_What you should do_
Transcribe the records below in their entirety, and leave out each image.

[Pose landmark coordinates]
++++++++++++++++++++

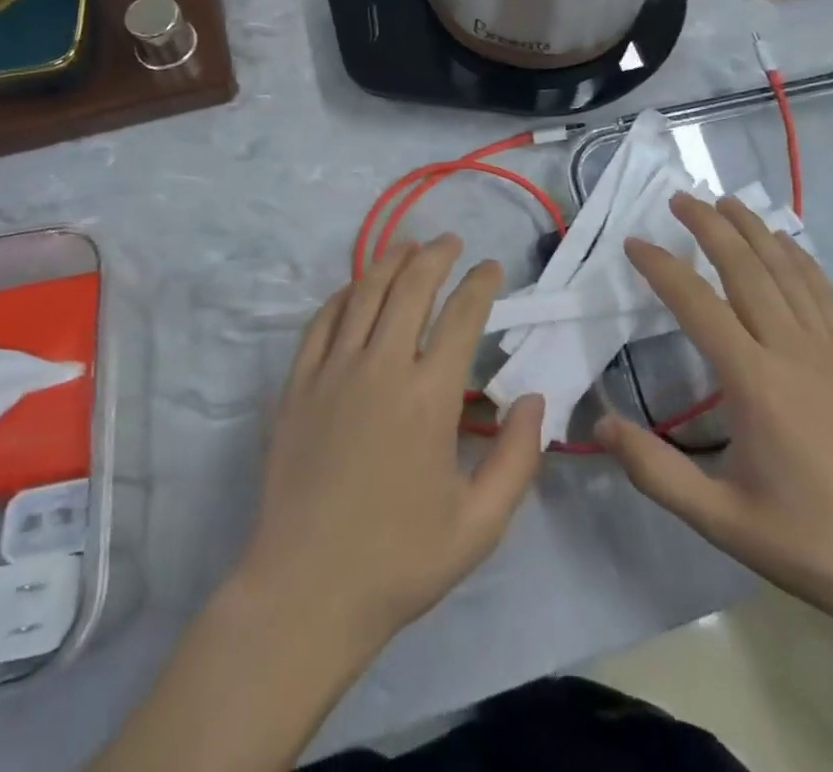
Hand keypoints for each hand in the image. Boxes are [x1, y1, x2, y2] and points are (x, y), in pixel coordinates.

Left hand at [234, 236, 546, 660]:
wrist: (306, 591)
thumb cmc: (399, 561)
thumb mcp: (479, 525)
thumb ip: (518, 459)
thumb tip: (534, 399)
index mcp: (429, 397)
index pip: (462, 316)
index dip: (480, 284)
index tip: (491, 268)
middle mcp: (381, 367)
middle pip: (411, 287)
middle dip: (435, 256)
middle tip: (451, 242)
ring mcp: (333, 371)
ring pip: (365, 293)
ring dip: (390, 261)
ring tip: (409, 246)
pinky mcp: (298, 384)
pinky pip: (323, 322)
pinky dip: (344, 295)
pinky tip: (356, 289)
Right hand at [599, 194, 832, 643]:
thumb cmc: (814, 544)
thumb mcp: (723, 521)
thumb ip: (656, 472)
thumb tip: (600, 423)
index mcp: (755, 382)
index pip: (697, 305)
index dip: (661, 268)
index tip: (633, 243)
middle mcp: (792, 351)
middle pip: (746, 269)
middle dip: (710, 227)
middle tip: (679, 198)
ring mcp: (831, 352)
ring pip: (787, 272)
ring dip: (754, 230)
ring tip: (726, 202)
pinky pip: (824, 294)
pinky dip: (801, 259)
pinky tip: (788, 244)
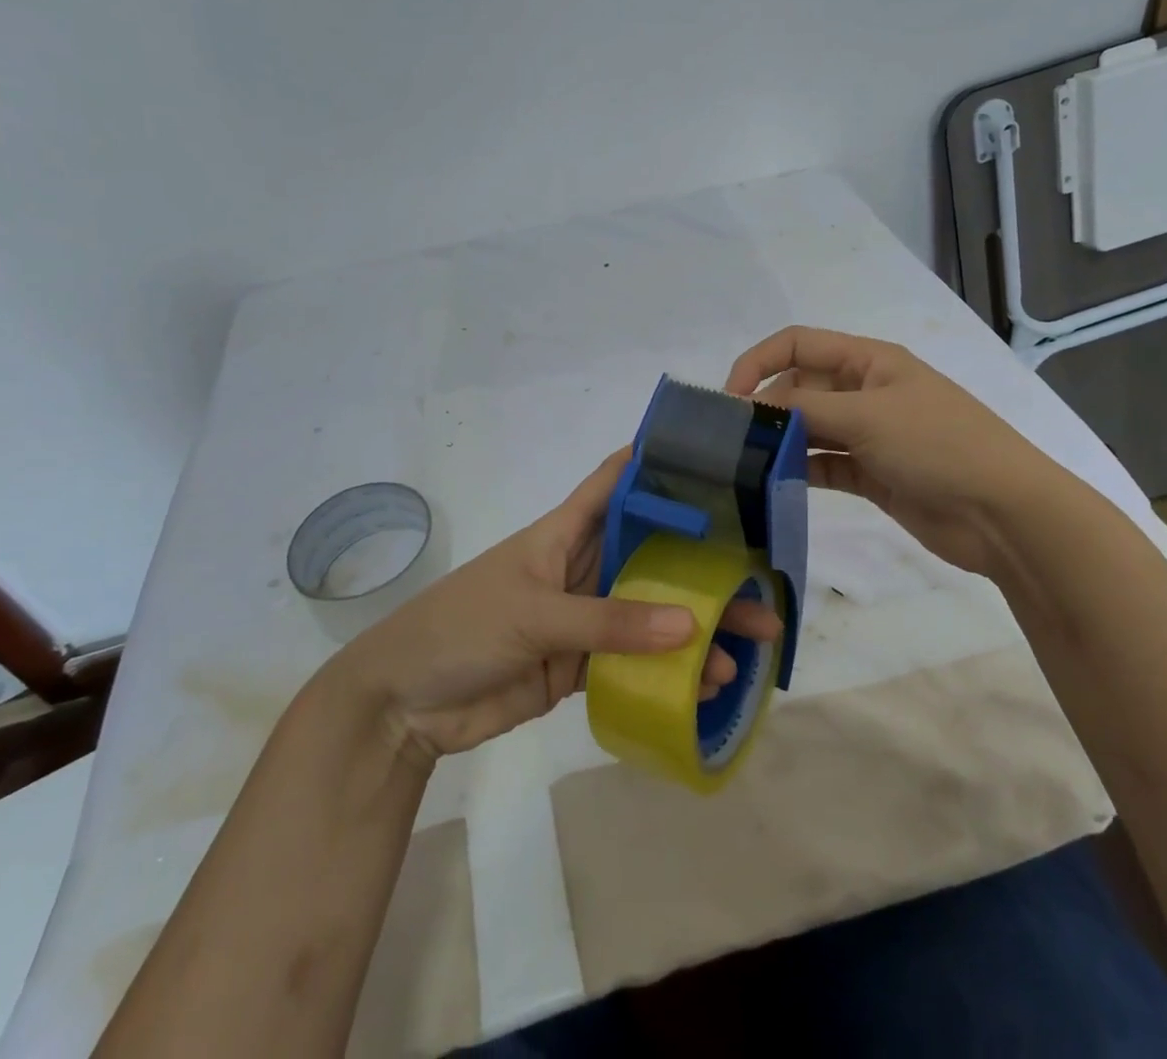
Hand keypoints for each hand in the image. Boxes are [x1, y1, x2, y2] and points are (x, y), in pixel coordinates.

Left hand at [330, 450, 781, 763]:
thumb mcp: (532, 614)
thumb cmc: (460, 628)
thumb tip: (690, 625)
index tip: (714, 461)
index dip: (658, 464)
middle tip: (761, 577)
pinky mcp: (580, 664)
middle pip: (651, 554)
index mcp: (565, 532)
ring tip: (750, 643)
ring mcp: (584, 617)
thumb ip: (608, 621)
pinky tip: (708, 684)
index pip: (616, 482)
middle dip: (702, 562)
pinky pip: (635, 661)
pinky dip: (670, 671)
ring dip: (696, 624)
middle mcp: (582, 566)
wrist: (405, 704)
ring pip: (651, 611)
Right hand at [726, 326, 1080, 575]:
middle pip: (800, 388)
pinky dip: (800, 471)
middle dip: (767, 408)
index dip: (758, 362)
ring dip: (780, 442)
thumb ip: (804, 409)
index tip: (727, 399)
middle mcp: (865, 391)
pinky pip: (824, 464)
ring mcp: (869, 434)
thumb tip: (749, 408)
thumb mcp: (868, 416)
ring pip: (809, 429)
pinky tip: (774, 485)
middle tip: (732, 442)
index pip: (798, 344)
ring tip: (743, 465)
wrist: (1004, 514)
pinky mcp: (872, 474)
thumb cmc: (939, 445)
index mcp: (869, 360)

++++++++++++++++++++

_Reply_
Hand keypoints for each hand in the image. Boxes are [x1, y1, x2, y2] and points are (x, y), in pixel coordinates.

Left hand at [234, 236, 546, 660]:
wrist: (306, 591)
thumb cmc: (399, 561)
thumb mcp: (479, 525)
thumb ip: (518, 459)
thumb tip: (534, 399)
index mcp: (429, 397)
index pip: (462, 316)
index dip: (480, 284)
index tip: (491, 268)
middle mcp: (381, 367)
middle pip: (411, 287)
middle dip: (435, 256)
middle tip: (451, 242)
ring mcp: (333, 371)
ring pip: (365, 293)
ring dip: (390, 261)
ring tip: (409, 246)
pinky mcp: (298, 384)
pinky pip: (323, 322)
pinky dip: (344, 295)
pinky tip: (356, 289)
Right hand at [599, 194, 832, 643]:
thumb cmc: (814, 544)
thumb mcp: (723, 521)
thumb ip: (656, 472)
thumb tip: (600, 423)
index mcp: (755, 382)
index pip: (697, 305)
index dip: (661, 268)
index tip: (633, 243)
middle mcp: (792, 351)
middle pip: (746, 269)
middle dip: (710, 227)
middle tip: (679, 198)
ring mcp: (831, 352)
ring pip: (787, 272)
ring dip: (754, 230)
ring tip: (726, 202)
pinky pip: (824, 294)
pinky dip: (801, 259)
pinky tip: (788, 244)
Hand keypoints for each hand in the image. Boxes are [x1, y1, x2, y2] and points are (x, y), in pixel coordinates.

Left hand at [330, 450, 781, 763]:
thumb mcp: (532, 614)
thumb cmc: (460, 628)
thumb tip: (690, 625)
index tip: (714, 461)
index dip: (658, 464)
middle tip: (761, 577)
pinky mcp: (580, 664)
middle pip: (651, 554)
index mcp: (565, 532)
ring tip: (750, 643)
ring mcp: (584, 617)
thumb ip: (608, 621)
pinky tip: (708, 684)
index pip: (616, 482)
middle dip: (702, 562)
pinky pip: (635, 661)
pinky dip: (670, 671)
ring dip: (696, 624)
middle mcp: (582, 566)
wrist: (405, 704)
ring pip: (651, 611)
Right hand at [726, 326, 1080, 575]:
middle pip: (800, 388)
pinky dip: (800, 471)
middle dip: (767, 408)
index dip: (758, 362)
ring dip: (780, 442)
thumb ip: (804, 409)
index tip: (727, 399)
middle mcp: (865, 391)
pinky pip: (824, 464)
ring mcp: (869, 434)
thumb tip: (749, 408)
thumb mcp: (868, 416)
ring pip: (809, 429)
pinky tip: (774, 485)
middle tip: (732, 442)
index pip: (798, 344)
ring tip: (743, 465)
wrist: (1004, 514)
pinky mcp: (872, 474)
thumb cmc: (939, 445)
index mcp: (869, 360)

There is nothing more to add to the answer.